Shoot to Kill with Sidney Poitier and Tom Berenger is right up there with movies having the worst special effects. In the final scene of the movie, Poitier engages in the usual pursuit to the death routine and ends up shooting the bad guy under water. Apparently the water filling the gun's barrel had no effect on its operation.

I have also noticed special effects tend to have fads.
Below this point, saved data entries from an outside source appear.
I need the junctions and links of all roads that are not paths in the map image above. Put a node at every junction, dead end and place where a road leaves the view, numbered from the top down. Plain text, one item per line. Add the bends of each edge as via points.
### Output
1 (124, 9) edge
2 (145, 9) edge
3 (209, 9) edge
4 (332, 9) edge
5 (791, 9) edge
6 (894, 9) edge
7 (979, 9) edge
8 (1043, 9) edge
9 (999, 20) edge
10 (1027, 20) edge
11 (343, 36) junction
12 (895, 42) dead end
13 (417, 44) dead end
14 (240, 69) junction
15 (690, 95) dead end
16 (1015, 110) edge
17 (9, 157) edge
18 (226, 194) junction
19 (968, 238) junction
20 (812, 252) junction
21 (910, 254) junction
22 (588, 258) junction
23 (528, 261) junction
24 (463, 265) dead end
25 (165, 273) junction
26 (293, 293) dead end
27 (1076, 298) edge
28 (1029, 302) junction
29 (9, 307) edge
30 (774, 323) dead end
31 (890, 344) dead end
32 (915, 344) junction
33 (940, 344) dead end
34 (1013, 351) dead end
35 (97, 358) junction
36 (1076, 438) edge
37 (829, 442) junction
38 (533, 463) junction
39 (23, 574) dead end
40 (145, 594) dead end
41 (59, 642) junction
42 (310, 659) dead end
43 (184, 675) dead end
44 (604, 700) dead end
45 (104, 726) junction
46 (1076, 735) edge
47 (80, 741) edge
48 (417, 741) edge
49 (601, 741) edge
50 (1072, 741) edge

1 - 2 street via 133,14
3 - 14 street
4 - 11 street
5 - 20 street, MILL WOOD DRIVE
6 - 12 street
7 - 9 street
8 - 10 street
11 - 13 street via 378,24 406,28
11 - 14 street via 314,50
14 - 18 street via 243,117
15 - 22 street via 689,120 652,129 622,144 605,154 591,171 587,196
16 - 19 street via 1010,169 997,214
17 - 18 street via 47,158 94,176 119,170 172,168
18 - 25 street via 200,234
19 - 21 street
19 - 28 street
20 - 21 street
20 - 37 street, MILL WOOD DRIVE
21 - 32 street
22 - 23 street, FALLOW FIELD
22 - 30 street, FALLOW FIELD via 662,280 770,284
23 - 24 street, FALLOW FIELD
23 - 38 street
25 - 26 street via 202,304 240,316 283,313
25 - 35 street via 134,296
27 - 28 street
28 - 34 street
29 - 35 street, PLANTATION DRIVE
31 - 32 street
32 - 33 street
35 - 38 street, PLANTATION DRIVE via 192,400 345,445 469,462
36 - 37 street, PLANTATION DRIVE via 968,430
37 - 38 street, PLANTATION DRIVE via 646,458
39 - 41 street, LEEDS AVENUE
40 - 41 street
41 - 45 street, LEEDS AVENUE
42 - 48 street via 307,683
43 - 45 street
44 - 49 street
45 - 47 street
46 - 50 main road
This is especially noticeable in car-wreck scenes. Several years ago, cars would simply run into something and blow up. The next innovation was driving through objects such as semi-trailers, fast food joints, etc. Then came the leap into the air trick. Cars would be launched over an obstacle, plowing nose first into the ground before blowing up. Then movie makers discovered they could make the car twist in the air before augering in and blowing up. The next innovation was twisting and augering into multiple cars or other assorted objects and then blowing up. One wonders about Hollywood creativity when most of the movies over a year or two all use the same technique. Perhaps there is only one special-effects expert they all hire?

Ted Lind

They must have flunked Explosions 101

I just read your article on movie special effects and agree whole-heartedly. Self-igniting/detonating vehicles can lend a humorous touch to an otherwise serious car chase. One noteworthy event during the filming (in my hometown) of the original Blues Brothers movie occurred when Akroyd's character puts the moves on Twiggy at a gas station. In the background there was a tanker trailer that was supposed to be blown up as the boys roared away from the gas pump with the nozzle still in the tank. The trailer had several gallons (unknown quantity) of gas in it, augmented by "kickers" buried in the ground under the tires and the supports near the fifth wheel. Beforehand, the film crew had taken precautions to board up the windows of a church across the street. The subsequent explosion was so poorly planned that all of the windows shattered anyway, and some oak trees near the trailer caught fire. Not surprisingly, the explosion scene was edited from the final movie.

Mike Ferguson

The squeaky wheel

I enjoyed your article about bad movie special effects. The inaccuracies have ruined many a movie for me. One of my favorite ridiculous effects occurs in one of the Indiana Jones movies. During an eventful car chase scene through the dusty, dirt roads of Morocco (I think), not only was dust and dirt billowing up everywhere, but the car's tires were squealing. Now I've tried, but I've never been able to get my tires to squeal on a dirt road!